In second day on the stand, E. Jean Carroll says #MeToo inspired her to go public with accusation against Trump

NEW YORK - E. Jean Carroll, who has accused Donald Trump of raping her two decades before he became president, testified Thursday that the #MeToo movement inspired her to speak out after years of remaining silent.

“Woman after woman stood up,” Carroll said. “I thought, well, this may be a way to change the culture of sexual violence. . . . I thought, we can actually change things if we all tell our stories.”

Taking the stand for a second day as part of her civil lawsuit against Trump, Carroll was questioned by Joe Tacopina, the former president’s attorney, who appeared focused on picking apart her allegations and generally weakening her credibility with jurors.
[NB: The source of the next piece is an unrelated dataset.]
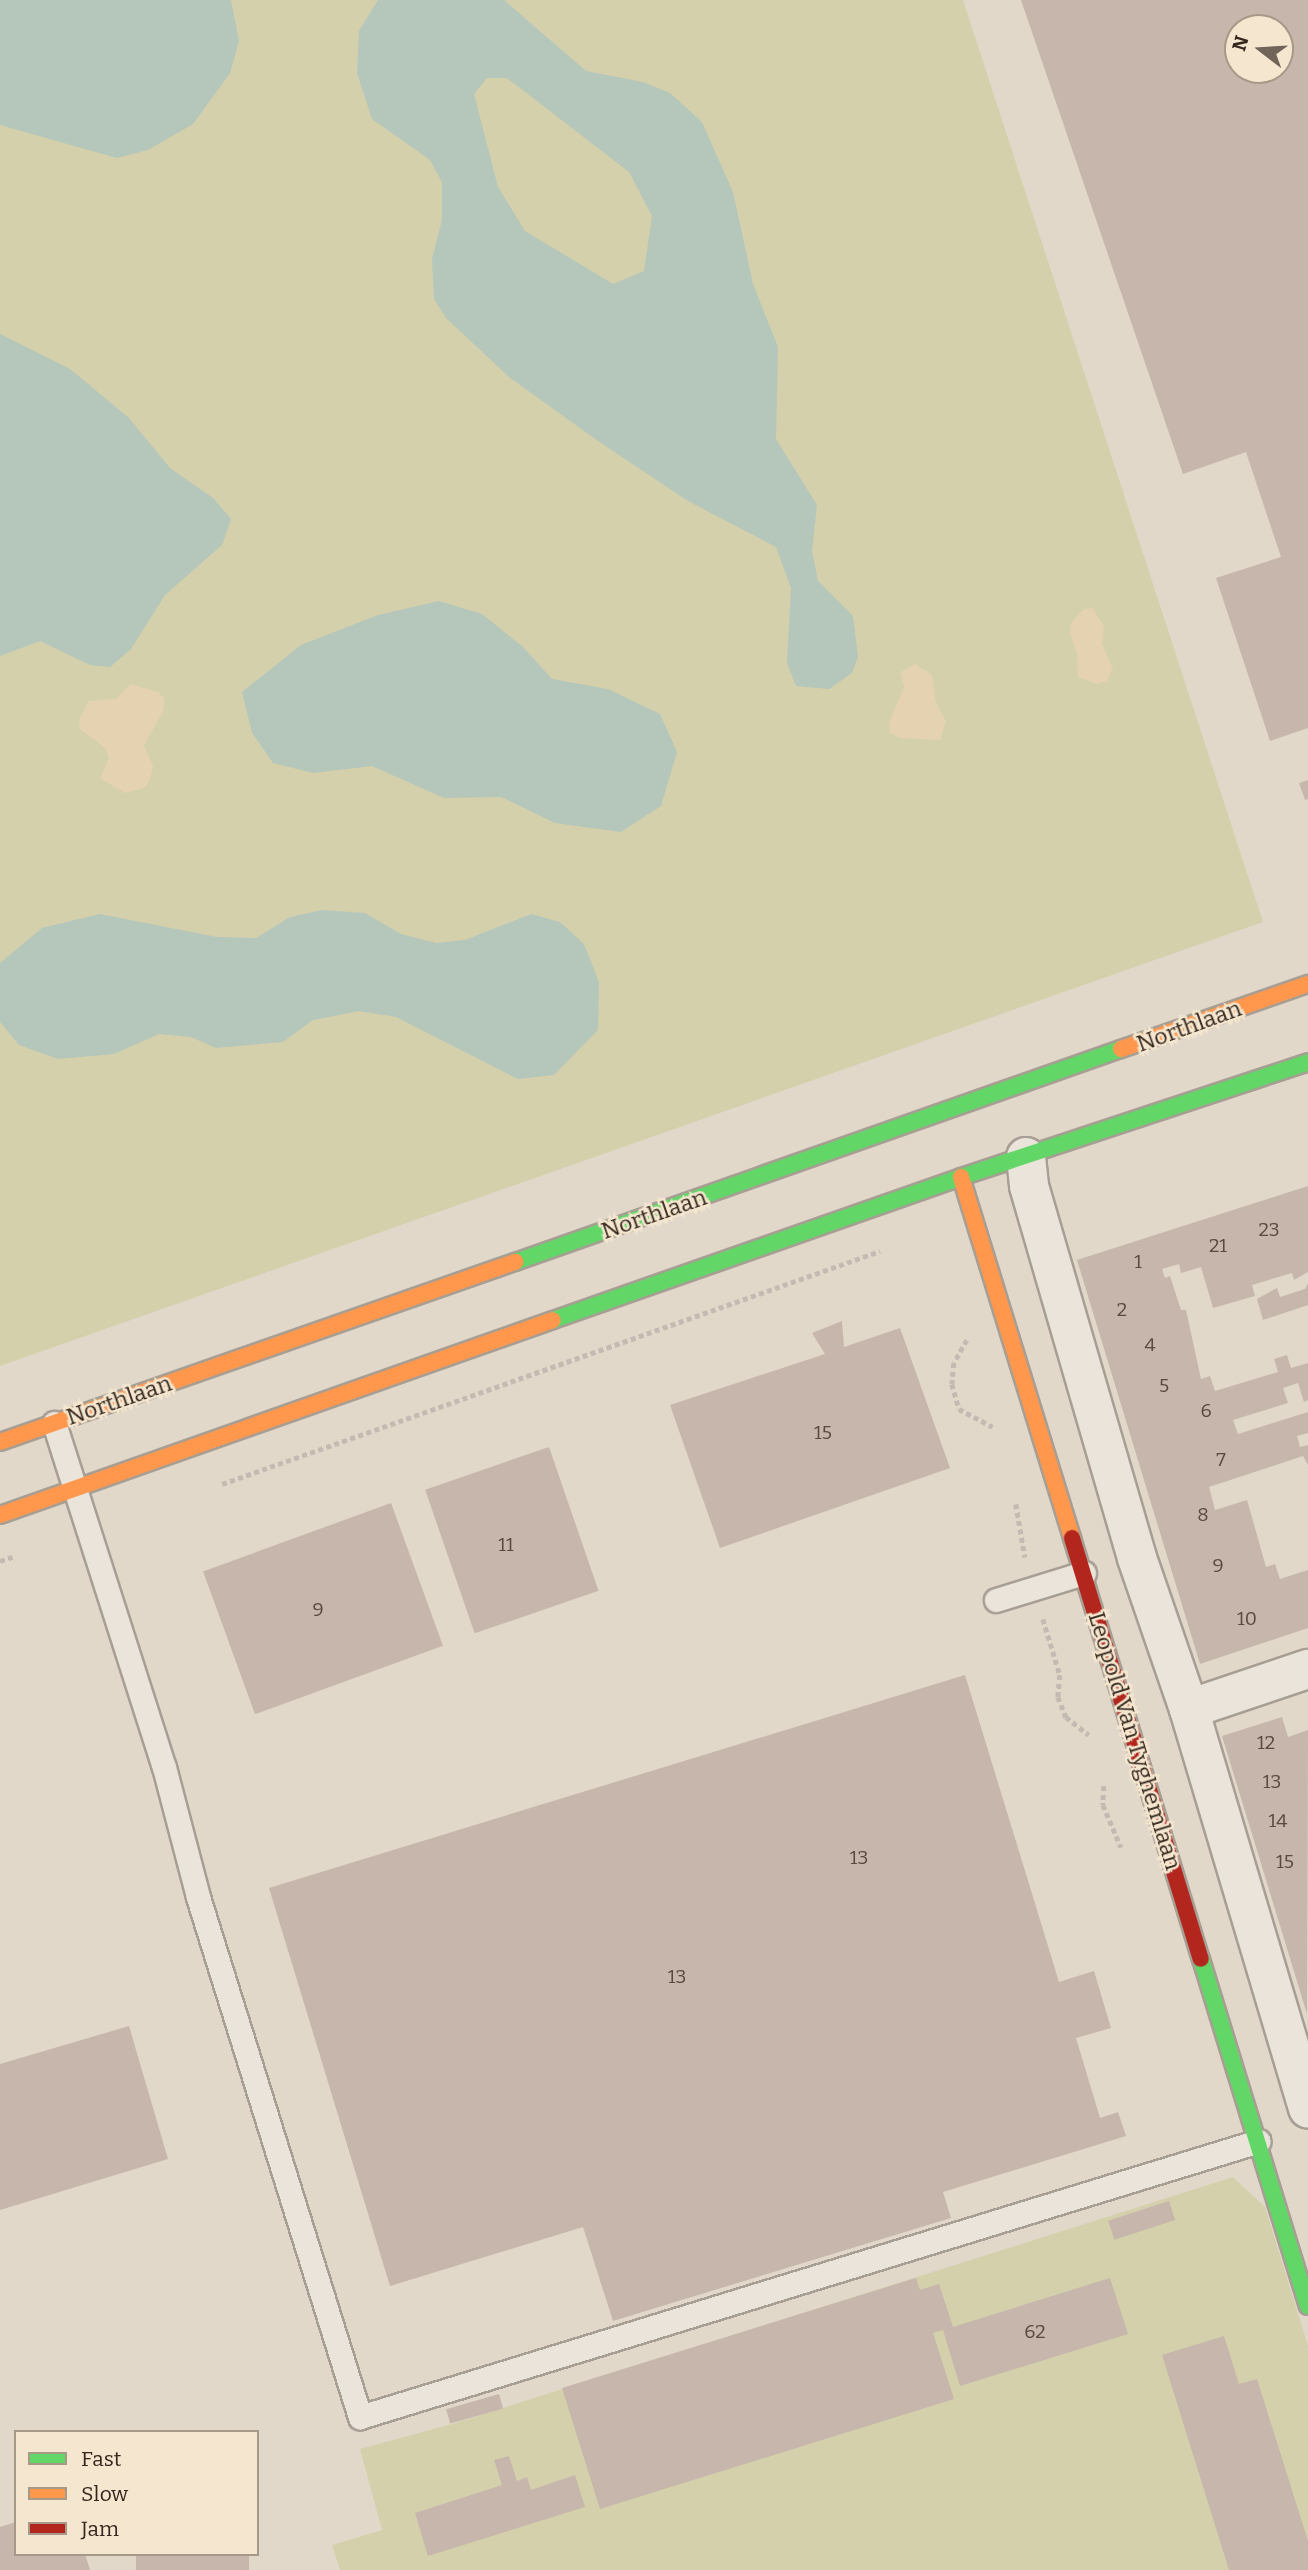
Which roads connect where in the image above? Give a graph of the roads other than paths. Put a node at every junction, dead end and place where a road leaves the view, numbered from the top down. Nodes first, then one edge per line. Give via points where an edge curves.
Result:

Carroll, a writer and former advice columnist, said Trump raped her during a chance encounter at a Manhattan department store in the mid-1990s. She publicly accused him in 2019, publishing a memoir that included her allegation. Trump, who was in the White House at the time, denied that the attack ever happened.

The timing of her public allegation has formed a central part of Trump’s defense, with Tacopina saying in his opening remarks this week that Carroll was “falsely accusing him of rape to make money, to sell a book.”

But when Tacopina questioned her on Thursday, Carroll testified that she made the decision to come forward after seeing the flood of sexual assault allegations made against Harvey Weinstein, the disgraced film producer, and numerous other powerful men.

Carroll, 79, has said that she told two friends about the alleged Trump assault at the time and then kept silent, fearing the impact it would have on her reputation. Carroll testified that she worried about how Trump would retaliate if she spoke out.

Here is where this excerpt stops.